BalletX’s vibrant Artistic and Executive Director Christine Cox addressed the audience before the performance. Among other things, she said that the pieces are so new that the order of the program was changed.
The evening began with Andrew McNicol’s Requiem, set to selections from Mozart’s Requiem. We appreciate that BalletX dancer Andrea Yorita was given a page in the program to explain the three works to us. According to Ms. Yorita, “Requiem interprets how one man copes with the loss of a loved one.” What the audience saw was a corps of male and female dancers clad in pastel devices, with one man and one woman in white. Some may wonder if this was meant to recall Orpheus and Eurydice. The busy choreography was non-stop movement, attractively and astutely planned. When we reach the Dies Irae movement we experience a thrilling and majestic duo between two male dancers at breakneck speed. After this truly amazing duet, we return to the already established pattern of loss, featuring the departed woman and the grieving man with dancers.

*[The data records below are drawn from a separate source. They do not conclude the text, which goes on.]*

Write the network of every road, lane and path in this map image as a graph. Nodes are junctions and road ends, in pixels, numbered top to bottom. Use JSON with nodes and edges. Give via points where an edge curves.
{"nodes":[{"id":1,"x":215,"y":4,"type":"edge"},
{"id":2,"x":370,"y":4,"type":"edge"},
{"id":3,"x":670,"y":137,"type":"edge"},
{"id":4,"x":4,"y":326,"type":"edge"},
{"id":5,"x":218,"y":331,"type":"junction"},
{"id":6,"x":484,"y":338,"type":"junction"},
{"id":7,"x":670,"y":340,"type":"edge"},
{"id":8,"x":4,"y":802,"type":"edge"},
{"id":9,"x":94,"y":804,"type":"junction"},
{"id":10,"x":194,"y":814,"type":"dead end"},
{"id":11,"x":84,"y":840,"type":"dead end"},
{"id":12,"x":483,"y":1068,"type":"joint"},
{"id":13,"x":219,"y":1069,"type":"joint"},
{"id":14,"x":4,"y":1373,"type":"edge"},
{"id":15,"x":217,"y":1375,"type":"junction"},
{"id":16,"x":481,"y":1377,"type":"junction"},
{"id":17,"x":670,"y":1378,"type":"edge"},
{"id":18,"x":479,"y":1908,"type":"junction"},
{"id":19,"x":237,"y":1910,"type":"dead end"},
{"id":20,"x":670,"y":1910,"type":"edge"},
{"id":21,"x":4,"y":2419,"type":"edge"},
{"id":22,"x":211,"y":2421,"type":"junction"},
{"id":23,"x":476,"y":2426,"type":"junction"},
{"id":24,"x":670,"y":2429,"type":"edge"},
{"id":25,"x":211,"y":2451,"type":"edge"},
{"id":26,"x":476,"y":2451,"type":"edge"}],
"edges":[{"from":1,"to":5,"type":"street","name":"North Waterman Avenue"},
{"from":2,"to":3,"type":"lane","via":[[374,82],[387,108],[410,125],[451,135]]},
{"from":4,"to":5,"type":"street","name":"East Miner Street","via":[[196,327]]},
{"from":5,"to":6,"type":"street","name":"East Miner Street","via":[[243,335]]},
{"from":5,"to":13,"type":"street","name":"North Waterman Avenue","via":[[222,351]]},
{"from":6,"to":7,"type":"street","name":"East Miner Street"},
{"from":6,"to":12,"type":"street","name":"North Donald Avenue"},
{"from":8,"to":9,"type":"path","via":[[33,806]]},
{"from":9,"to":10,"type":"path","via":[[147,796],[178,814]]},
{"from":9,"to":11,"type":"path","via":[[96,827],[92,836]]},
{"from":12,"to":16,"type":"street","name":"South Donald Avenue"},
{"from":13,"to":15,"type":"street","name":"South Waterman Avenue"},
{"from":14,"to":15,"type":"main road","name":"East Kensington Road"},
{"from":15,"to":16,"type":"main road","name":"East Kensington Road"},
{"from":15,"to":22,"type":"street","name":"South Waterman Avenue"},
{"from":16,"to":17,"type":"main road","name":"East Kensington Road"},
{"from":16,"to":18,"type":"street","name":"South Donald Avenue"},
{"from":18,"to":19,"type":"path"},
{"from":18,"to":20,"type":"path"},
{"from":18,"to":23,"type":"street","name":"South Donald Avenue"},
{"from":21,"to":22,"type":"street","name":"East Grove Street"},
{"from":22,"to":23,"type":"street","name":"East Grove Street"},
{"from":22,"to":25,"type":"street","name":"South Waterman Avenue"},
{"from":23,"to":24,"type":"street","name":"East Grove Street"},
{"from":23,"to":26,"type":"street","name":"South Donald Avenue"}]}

Requiem is a fine first work, with an exceptionally fine Dies Irae duet, by the company’s young Choreographic Fellow.
Next was Situated, by Matthew Neenan, set to selections from Mendelssohn’s Songs Without Words for piano. Mr. Neenan is BalletX’s co-founder and choreographer, who usually serves up his trademark choreographic inventiveness with some wry twists. Situated illustrates Mr. Neenan’s genius by having the dancers use chairs as partners for much of the piece. According to Ms. Yorita’s program statement on this work, the choreographer gives “the audience a peek into brief moments in different characters’ stories.” Indeed, among the many stories we see are dancers sitting with vibrating bodies, as if they are commuting on a rumbling train, in a 12-step meeting, and at an art gallery admiring the placement of the chairs. Once again, we have an elegiac duet of great beauty between two men midway in the work. We ask ourselves, did they meet on the commuter train? Have they fallen in love, or are they just seeking companionship for a while? As in Requiem, Situated continues as it began, with the same plot after the beautiful duet. Mr. Neenan’s Situated bursts with with clever invention, humor, pathos, and excellent dancing.
In her notes on the program, Ms. Yorita says of Rock-a Bye that it is an intimate story of a family, with “Fate, personified by a dancer who nudges and affects the choices and actions of each character.” We see a dancer, clad in black, which menacingly prowls the stage like Rilke’s Panther, who often blithely breaks up the human contacts of her victims. For some audience members, the three musicians who provide refreshing electronic, found and ambient sounds in collaboration with the choreographer Penny Saunders are American Midwestern Magi, who create the dreamscape before us. It is they who conjure the Nemesis, in this work which seems to have been inspired by My Antonia, Mourning Becomes Electra, Sappho, and Huckleberry Finn. Without reading the program notes, one may have thought that this dreamscape was a farm populated by strong women and the women they love, with two lads cavorting in a duet in a cornfield, improvised by a large, shag throw rug in Lesbos, Nebraska. One can safely say that you may have never seen anything like it.